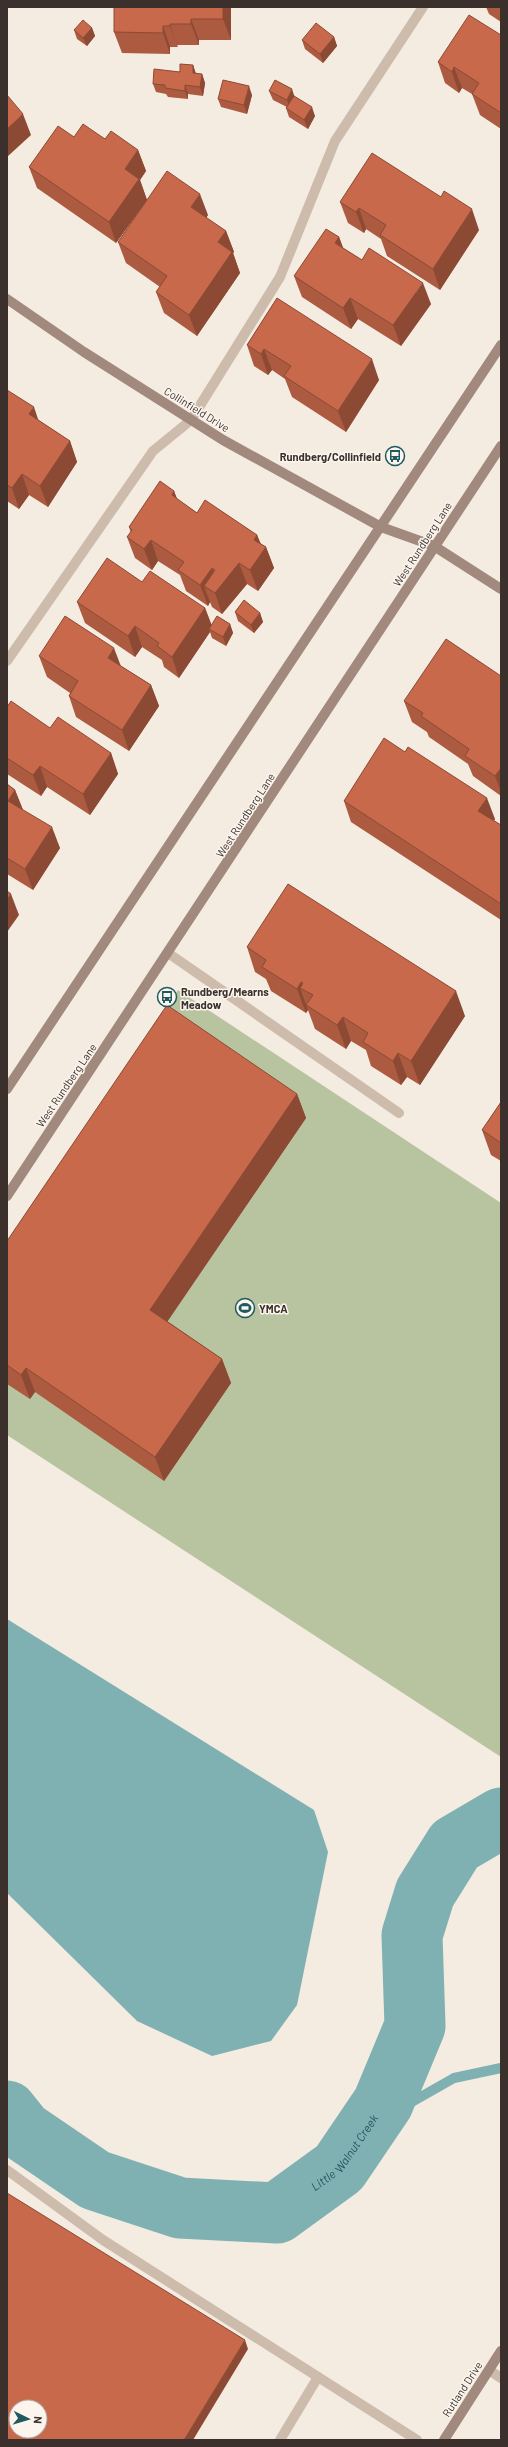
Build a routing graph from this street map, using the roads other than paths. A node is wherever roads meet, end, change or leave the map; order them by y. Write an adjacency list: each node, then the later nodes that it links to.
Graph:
1 (423, 7): 4 (lane)
2 (7, 299): 4 (main road, Collinfield Drive)
3 (501, 345): 6 (main road)
4 (191, 420): 6 (main road, Collinfield Drive); 9 (lane)
5 (501, 446): 7 (main road, West Rundberg Lane)
6 (381, 527): 7 (main road, Collinfield Drive); 11 (main road)
7 (434, 546): 8 (main road, Collinfield Drive); 10 (main road, West Rundberg Lane)
8 (501, 589)
9 (7, 661)
10 (168, 953): 12 (lane); 13 (main road, West Rundberg Lane)
11 (7, 1089)
12 (399, 1113)
13 (7, 1196)
14 (7, 2170): 17 (lane)
15 (501, 2351): 16 (main road, Rutland Drive)
16 (489, 2370): 18 (lane); 21 (main road, Rutland Drive)
17 (318, 2377): 19 (lane); 20 (lane)
18 (501, 2378)
19 (280, 2440)
20 (417, 2440)
21 (444, 2440)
────
EXERCISE — Copy out all the data exactly; skip the pictures.

WRITTEN RESPONSE —
Build a routing graph from this street map, using the roads other than paths. A node is wherever roads meet, end, change or leave the map; order them by y. Write an adjacency list: each node, then the later nodes that it links to.
Graph:
1 (423, 7): 4 (lane)
2 (7, 299): 4 (main road, Collinfield Drive)
3 (501, 345): 6 (main road)
4 (191, 420): 6 (main road, Collinfield Drive); 9 (lane)
5 (501, 446): 7 (main road, West Rundberg Lane)
6 (381, 527): 7 (main road, Collinfield Drive); 11 (main road)
7 (434, 546): 8 (main road, Collinfield Drive); 10 (main road, West Rundberg Lane)
8 (501, 589)
9 (7, 661)
10 (168, 953): 12 (lane); 13 (main road, West Rundberg Lane)
11 (7, 1089)
12 (399, 1113)
13 (7, 1196)
14 (7, 2170): 17 (lane)
15 (501, 2351): 16 (main road, Rutland Drive)
16 (489, 2370): 18 (lane); 21 (main road, Rutland Drive)
17 (318, 2377): 19 (lane); 20 (lane)
18 (501, 2378)
19 (280, 2440)
20 (417, 2440)
21 (444, 2440)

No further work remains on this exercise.